When you drop a mentos mint into a bottle of Diet Coke the rough edges of the Mentos are filled with Diet Coke and a chemical reaction takes place producing CO2 . The CO2 causes the Diet Coke to fizz more than usual and the liquid is forced through the funnel shape at the top of the bottle. The funnel then creates additional pressure and the liquid explodes out of the spout of the Diet Coke bottle.
The end result? A huge mess!!
Granted the car only went 222 feet but this is still a remarkable transition from a ‘mess’ to a form of ‘transportation’.
I want to use this illustration to draw a parallel between social media and business.
Think about replacing the Mentos with social media and the Diet Coke is the industry that you operate in.
Social media has already been ‘dropped’ into your industry. This has created cases for concern as well as opportunities that never existed before.
It seems that some businesses that adopt social media seem to end in a mess. We think about examples like Nestle’s PR nightmare, GAP’s rebranding and Woolworths decision to remove Christian magazines from their shelves. These business adopted the use of social media without a clear understanding of how social media and more specifically the new business communication shift affects their industry and consumers.

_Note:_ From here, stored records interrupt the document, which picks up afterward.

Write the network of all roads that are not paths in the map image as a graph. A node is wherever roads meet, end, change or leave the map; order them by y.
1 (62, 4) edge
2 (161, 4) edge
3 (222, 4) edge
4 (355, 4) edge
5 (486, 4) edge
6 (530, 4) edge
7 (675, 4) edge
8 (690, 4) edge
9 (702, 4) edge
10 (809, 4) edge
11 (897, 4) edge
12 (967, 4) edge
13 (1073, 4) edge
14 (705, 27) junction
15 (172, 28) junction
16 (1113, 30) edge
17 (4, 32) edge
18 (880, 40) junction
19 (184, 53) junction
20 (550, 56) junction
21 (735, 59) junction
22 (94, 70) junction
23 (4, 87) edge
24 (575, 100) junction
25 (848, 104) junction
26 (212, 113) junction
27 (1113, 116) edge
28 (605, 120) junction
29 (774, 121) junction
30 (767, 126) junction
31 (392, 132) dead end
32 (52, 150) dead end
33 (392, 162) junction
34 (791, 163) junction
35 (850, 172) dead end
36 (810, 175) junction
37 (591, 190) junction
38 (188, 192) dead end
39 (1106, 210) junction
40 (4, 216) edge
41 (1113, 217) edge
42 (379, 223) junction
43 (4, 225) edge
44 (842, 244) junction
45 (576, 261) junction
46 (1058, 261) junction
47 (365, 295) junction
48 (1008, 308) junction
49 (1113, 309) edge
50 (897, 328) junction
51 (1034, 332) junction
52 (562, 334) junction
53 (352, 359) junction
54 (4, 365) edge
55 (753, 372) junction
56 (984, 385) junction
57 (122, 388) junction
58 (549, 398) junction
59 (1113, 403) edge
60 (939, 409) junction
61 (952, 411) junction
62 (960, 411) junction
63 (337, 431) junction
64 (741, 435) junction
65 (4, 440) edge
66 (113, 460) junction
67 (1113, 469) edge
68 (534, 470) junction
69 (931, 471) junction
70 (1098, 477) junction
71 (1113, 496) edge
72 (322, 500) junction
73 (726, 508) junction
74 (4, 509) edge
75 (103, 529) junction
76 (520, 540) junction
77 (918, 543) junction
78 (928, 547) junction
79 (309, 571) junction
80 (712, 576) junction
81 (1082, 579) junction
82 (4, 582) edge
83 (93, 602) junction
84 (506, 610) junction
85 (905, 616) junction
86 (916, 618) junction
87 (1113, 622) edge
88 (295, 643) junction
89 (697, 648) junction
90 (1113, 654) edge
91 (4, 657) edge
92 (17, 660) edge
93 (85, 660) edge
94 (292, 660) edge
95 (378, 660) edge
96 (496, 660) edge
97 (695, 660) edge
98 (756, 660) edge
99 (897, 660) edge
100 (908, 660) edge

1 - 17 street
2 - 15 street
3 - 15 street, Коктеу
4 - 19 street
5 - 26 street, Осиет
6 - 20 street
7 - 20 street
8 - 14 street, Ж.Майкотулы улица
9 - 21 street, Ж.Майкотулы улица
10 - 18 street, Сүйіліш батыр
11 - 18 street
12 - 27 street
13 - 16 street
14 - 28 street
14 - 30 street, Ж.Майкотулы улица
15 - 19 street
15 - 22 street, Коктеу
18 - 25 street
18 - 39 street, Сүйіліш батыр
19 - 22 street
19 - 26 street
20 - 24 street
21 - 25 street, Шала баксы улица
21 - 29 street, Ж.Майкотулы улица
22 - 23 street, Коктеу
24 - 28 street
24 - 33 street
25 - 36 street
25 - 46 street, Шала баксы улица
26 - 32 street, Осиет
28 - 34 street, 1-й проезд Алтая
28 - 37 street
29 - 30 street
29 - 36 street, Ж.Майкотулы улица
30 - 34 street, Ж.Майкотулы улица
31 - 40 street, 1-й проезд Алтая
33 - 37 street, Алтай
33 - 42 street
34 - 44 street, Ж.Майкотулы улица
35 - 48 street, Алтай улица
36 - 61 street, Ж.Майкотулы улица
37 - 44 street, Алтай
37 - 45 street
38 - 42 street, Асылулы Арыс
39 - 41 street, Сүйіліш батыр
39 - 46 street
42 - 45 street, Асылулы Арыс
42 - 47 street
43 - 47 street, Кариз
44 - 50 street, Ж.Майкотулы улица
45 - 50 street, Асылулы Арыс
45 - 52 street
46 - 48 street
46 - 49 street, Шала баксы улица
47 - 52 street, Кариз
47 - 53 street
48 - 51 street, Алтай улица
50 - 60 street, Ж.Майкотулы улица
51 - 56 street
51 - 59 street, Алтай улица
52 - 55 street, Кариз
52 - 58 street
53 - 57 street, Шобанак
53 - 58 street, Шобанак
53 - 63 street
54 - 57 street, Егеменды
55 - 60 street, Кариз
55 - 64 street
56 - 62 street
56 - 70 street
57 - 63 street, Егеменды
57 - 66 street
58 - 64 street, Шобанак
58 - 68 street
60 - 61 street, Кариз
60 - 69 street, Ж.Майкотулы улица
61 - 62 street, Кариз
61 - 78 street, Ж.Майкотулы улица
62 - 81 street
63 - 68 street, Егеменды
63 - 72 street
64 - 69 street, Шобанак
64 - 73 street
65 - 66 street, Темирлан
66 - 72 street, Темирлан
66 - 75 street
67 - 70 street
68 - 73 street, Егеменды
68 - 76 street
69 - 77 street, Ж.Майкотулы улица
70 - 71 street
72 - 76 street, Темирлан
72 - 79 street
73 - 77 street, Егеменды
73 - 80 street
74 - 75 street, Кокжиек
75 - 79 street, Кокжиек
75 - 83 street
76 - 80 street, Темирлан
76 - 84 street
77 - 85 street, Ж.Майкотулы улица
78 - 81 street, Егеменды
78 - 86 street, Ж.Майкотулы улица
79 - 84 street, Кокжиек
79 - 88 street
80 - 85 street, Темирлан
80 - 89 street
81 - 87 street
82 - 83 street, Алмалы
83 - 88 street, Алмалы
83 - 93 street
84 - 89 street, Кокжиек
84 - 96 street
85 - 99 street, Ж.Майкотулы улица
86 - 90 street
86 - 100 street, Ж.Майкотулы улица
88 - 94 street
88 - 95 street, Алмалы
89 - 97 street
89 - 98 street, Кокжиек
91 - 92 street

These businesses have learnt the hard way that social media represents a communication shift that expects their business practices to involve the customer more, take the customer seriously and respond to external customer pressure with a clear and direct message. In essence these businesses are learning to deal with a new and more transparent communication style that holds business accountable to the customer by the customer.
There are plenty of examples out their where businesses have leveraged the power of social media to affect good change in their industry and win the vote of the customer.
Pepsi successfully leveraged social media to it’s advantage during the 2010 World Cup, and South Africa were branded a vibrant, joyous and courful nation as it’s visitors kicked up a social media storm about the #vuvuzela! Pepsi’s example was more calculated and strategic than the South Africa example but the positive impact was felt around the world. In these cases, social media and business were able to combine it’s forces and build a rocket car of success.
However, social media success is going beyond marketing to consumers and is starting to show more value in new industries. In each industry, social media technology open up the opportunity to create new competitive advantages and change the way that the industry operates.
A few new competitive advantages that have been sighted by at TomorrowToday are:
1) Social Media allows recruitment industries to actively headhunt new talent. The new competitive advantage will be for agencies to harness social media to allow them to find and approach hot new talent. This is a sharp comparison to the current competitive advantage of building databases through the internet and other technologies of a wide variety of talent.
2) coupled with the recruitment industry shift, career management is changing. The new competitive advantage will be to have a current and active social media presence that promotes your value as an employee. This type of personal branding will become imperative for career management as agencies shift towards their new competitive advantage.
3) project management will experience shifts towards harnessing crowd sourcing technologies both internally and externally to solve problems, manage projects, get things done and manage people.
4) training and leadership development will shift towards online systems that bring social interaction into the online learning environment. People will be able to engage each other in conversation, both in their own time and in real time engagements. They will be able to argue their stand points and grapple with the subject content they are learning. This type of social interaction always helps people come to grips with their learning in a more tangible manner. Social learning platforms can also adopt standard social technology practices that pay toward peoples personal brand and ego. Using ramification techniques will help to create a competitive environment online which works well to increase participation and improve results.
At TomorrowToday we believe that social reinvention is an important part of future-proofing your business. It has become an imperative that business executive and department heads start to seriously consider the impact that social media and digital technology will have on their business.